Looking at the records below, say how many lines contain "junction". Nothing else belongs in the answer.

───── Records for this task ─────

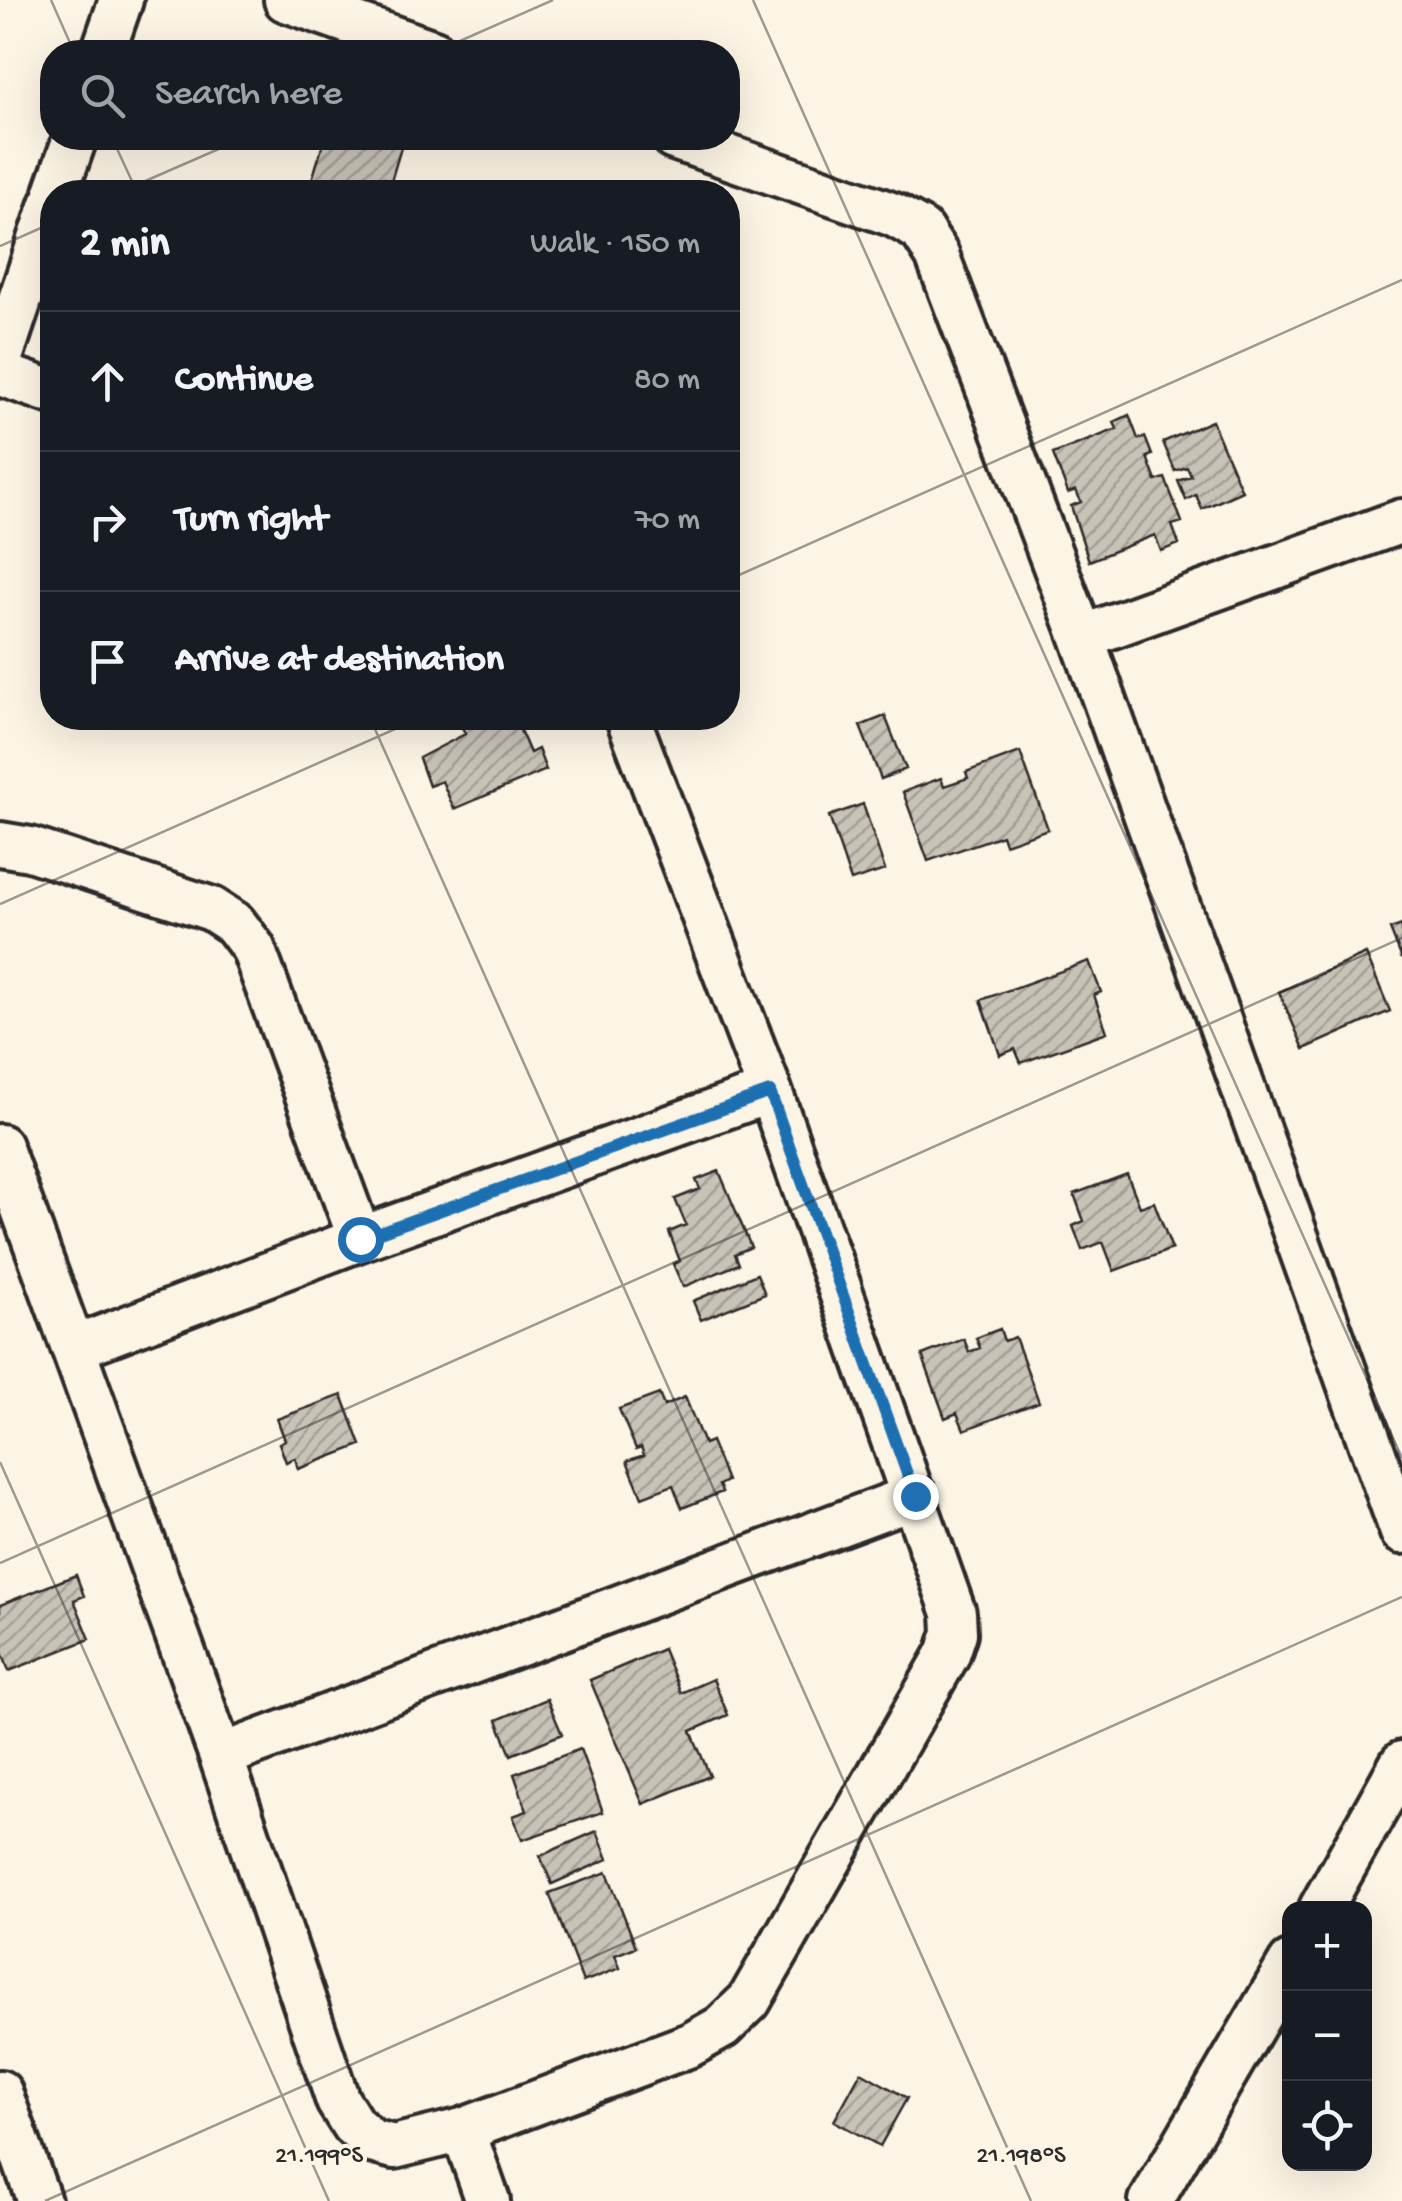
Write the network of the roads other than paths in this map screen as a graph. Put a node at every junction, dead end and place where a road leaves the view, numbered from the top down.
1 (121, 0) edge
2 (286, 0) edge
3 (108, 40) edge
4 (400, 40) edge
5 (71, 150) edge
6 (708, 150) edge
7 (60, 180) edge
8 (40, 240) edge
9 (0, 360) edge
10 (0, 374) edge
11 (40, 388) edge
12 (1402, 521) edge
13 (1082, 638) junction
14 (633, 730) edge
15 (0, 844) edge
16 (770, 1092) junction
17 (0, 1146) edge
18 (360, 1239) junction
19 (74, 1348) junction
20 (915, 1496) junction
21 (1402, 1532) edge
22 (221, 1756) junction
23 (1402, 1763) edge
24 (1388, 1827) edge
25 (1327, 1901) edge
26 (1282, 1977) edge
27 (0, 2092) edge
28 (463, 2130) junction
29 (39, 2201) edge
30 (488, 2201) edge
31 (1151, 2201) edge

1 - 3 street
2 - 4 street
5 - 7 street
6 - 13 street
8 - 9 street
10 - 11 street
12 - 13 street
13 - 21 street
14 - 16 street
15 - 18 street
16 - 18 street
16 - 20 street
17 - 19 street
18 - 19 street
19 - 22 street
20 - 22 street
20 - 28 street
22 - 28 street
23 - 24 street
24 - 25 street
26 - 31 street
27 - 29 street
28 - 30 street

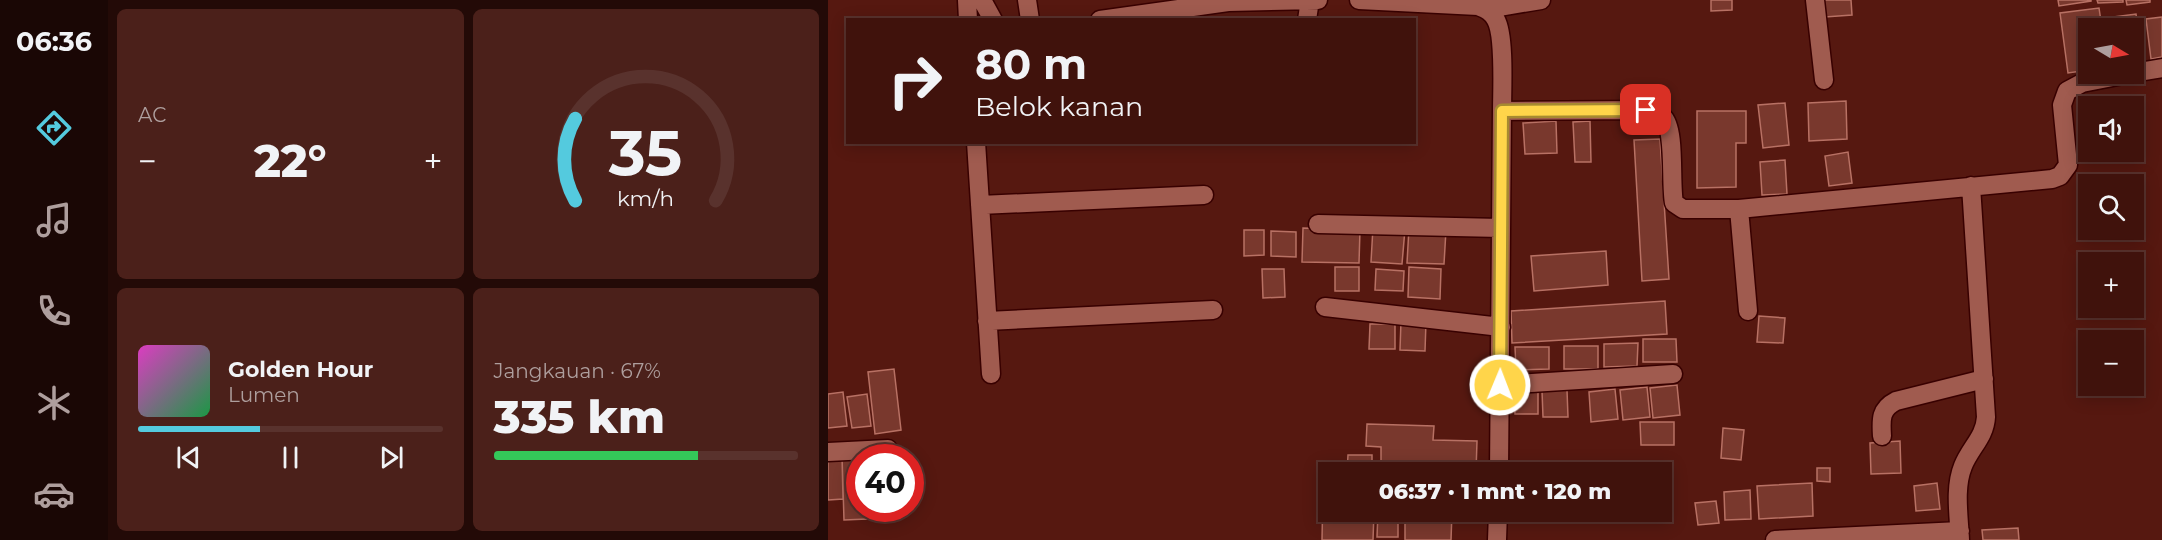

─────

__Answer space__
8